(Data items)
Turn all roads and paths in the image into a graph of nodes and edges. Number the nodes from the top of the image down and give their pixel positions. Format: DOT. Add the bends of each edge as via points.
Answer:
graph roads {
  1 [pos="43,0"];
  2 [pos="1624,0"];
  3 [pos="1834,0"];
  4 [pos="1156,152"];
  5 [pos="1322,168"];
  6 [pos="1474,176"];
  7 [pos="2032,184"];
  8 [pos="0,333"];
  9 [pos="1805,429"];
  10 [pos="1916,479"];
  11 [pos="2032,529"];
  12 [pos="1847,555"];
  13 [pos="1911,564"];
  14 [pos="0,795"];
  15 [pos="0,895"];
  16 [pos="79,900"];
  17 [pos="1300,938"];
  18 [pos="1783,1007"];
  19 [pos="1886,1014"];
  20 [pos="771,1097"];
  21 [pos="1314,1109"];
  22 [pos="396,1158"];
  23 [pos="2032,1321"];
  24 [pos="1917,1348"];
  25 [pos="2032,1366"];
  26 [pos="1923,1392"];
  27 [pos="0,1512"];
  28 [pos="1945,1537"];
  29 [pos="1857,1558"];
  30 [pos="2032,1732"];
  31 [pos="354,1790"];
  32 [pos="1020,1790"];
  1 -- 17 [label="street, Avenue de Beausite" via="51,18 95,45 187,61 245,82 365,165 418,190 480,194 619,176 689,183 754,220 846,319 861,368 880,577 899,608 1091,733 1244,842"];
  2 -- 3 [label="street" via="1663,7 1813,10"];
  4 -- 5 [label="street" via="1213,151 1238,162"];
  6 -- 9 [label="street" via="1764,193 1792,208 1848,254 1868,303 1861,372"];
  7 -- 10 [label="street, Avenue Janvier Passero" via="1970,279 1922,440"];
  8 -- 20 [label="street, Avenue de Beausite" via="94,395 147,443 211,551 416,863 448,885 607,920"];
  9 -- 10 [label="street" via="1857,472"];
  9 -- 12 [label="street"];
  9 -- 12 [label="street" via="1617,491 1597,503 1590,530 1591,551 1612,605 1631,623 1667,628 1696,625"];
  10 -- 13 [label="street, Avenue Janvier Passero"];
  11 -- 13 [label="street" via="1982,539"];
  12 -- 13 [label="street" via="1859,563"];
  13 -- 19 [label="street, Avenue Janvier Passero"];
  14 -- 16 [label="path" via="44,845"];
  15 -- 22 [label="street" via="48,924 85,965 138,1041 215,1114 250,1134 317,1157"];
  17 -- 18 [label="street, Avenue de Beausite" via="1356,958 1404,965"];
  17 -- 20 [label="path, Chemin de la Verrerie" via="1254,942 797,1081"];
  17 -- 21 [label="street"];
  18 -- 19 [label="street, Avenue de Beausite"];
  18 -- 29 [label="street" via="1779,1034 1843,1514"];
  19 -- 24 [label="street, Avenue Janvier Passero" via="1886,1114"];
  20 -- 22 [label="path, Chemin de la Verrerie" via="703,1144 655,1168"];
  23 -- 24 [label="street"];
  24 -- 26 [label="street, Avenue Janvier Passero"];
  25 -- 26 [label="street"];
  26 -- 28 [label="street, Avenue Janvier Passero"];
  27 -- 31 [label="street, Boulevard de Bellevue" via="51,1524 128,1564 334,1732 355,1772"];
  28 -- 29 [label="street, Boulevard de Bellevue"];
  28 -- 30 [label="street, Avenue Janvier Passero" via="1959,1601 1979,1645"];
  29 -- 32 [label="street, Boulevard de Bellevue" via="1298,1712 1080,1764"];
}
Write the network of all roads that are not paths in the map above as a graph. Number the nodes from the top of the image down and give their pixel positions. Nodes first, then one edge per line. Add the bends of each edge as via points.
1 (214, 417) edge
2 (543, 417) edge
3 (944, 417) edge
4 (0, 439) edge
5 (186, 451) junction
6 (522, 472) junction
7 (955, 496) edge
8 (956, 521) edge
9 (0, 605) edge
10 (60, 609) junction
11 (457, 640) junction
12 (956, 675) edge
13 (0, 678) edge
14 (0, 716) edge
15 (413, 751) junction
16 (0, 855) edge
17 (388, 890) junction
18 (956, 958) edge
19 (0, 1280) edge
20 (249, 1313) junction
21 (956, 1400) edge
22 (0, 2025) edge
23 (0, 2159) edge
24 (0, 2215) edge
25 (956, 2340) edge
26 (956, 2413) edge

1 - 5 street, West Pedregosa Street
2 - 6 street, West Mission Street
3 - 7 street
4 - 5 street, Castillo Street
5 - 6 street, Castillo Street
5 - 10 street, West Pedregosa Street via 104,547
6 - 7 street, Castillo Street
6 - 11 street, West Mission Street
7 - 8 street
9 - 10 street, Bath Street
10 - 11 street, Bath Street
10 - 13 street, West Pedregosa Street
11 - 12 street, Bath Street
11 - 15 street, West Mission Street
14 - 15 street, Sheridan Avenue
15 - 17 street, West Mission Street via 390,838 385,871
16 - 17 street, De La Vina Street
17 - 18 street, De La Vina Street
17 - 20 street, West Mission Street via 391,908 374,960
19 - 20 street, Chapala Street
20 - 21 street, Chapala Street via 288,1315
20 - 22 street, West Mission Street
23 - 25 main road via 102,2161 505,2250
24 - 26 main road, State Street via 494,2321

■ **Exercise details**
In which lines of the records does the word "Bath" appear? Copy each of them.

■ **Output**
9 - 10 street, Bath Street
10 - 11 street, Bath Street
11 - 12 street, Bath Street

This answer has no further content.